これ以上ないくらい気持ちの良い秋晴れの日。

六本木ミッドタウン内の「21_21 DESIGN SIGHT」に、佐藤雅彦氏の"これも自分と認めざるをえない展"という企画展を観に行った。
テーマは「属性」。体験型の展示を楽しみながら、「自分」というものの不安定さ―社会や他人からの捉えられ方は、環境や関係性などによって異なる―というようなことを体現した。

アートな刺激を受けた後、「カフェで目録を読む」という至福の時間を過ごすために、「カフェ・フランジパニ」というカフェを目指す。
六本木ヒルズの手前なので少し歩くけれど、途中の「芋洗坂」という、名前にも風情のある坂がとてもよかった。坂の両脇には低層階が飲食店になっている古いビルが建っている。建物が隙間なく並んでいる様子は、なんだか日本じゃないみたい。大げさに言えば、パリの路地みたいな雰囲気だ。六本木ヒルズと六本木ミッドタウンという、今の六本木を代表するようなエリアの真ん中にありながら、古き良き六本木の面影を残している。ちょっと寂れている感じがなんとも懐かしく、ほっとする。(ちなみに、坂の途中で年配女性の大行列があり、何かと思ったら野口五郎のコンサート会場だった。)

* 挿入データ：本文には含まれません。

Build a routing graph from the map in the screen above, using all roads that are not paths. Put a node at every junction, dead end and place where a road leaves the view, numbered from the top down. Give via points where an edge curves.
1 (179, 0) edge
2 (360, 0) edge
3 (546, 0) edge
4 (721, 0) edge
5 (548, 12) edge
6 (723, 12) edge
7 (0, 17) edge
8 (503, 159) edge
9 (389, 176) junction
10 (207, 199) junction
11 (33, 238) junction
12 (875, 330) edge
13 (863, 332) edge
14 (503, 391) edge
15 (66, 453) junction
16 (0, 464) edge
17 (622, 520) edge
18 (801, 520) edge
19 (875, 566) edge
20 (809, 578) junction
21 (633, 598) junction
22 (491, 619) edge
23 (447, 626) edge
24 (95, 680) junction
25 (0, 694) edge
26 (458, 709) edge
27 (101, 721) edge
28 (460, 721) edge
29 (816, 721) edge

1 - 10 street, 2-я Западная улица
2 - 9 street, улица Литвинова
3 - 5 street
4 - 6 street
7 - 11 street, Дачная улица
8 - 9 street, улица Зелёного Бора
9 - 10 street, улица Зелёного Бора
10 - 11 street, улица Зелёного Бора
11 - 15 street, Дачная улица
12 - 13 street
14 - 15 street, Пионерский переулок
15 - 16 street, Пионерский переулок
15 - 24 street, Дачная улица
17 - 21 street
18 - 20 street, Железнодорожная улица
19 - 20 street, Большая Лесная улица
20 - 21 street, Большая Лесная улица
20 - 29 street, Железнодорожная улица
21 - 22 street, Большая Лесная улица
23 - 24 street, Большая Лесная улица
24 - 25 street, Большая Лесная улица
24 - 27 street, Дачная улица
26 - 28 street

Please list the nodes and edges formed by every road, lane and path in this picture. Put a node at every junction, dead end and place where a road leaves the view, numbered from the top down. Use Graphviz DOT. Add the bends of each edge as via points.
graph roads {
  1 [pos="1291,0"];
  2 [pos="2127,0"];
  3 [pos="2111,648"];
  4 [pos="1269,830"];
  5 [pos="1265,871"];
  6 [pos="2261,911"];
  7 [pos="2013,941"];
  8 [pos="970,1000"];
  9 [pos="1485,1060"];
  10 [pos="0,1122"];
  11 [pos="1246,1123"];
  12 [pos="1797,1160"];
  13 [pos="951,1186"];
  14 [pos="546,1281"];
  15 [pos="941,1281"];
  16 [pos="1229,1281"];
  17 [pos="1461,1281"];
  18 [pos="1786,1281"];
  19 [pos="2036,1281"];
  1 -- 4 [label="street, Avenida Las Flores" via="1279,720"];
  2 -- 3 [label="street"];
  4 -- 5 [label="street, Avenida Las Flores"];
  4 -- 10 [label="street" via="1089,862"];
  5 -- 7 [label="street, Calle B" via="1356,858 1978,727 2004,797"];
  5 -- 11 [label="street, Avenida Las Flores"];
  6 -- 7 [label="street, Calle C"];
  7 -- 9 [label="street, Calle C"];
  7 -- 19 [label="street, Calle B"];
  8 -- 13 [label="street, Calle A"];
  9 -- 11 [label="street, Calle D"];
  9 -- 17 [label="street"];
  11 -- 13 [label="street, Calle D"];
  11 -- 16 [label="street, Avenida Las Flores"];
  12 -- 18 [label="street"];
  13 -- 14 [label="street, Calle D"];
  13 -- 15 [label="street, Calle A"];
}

目当てのカフェ・フランジパニは、ミッドタウンから芋洗坂をヒルズのほうへ下りきったところにある。
オープンカフェが開放的で、中に大きな緑色のフォルクスワーゲン・ワゴンが鎮座しているのがなんともいえない存在感。入るとカウンターとフォルクスワーゲンの席(車の中に席がある!)、奥がテーブル席。私たちは奥のテーブル席へ。大きなソファに埋もれるようにして座る。
大きな車の後部座席に乗っているみたいでなんだか落ち着く。 大胆なレイアウトだし、内装もサイケデリックで斬新だし、私はこのお店のことは何も知らないのだけど、不思議ととても安心感のあるお店。理由はなんだろう。六本木の路地という土地か、良い秋晴れという今日の日か、企画展の余韻か、お店の人の人柄か、かつては青山の移動カフェとして使われていたというフォルクス・ワーゲンか。

いろんな素敵なものが相まって、素敵なカフェの時間になった。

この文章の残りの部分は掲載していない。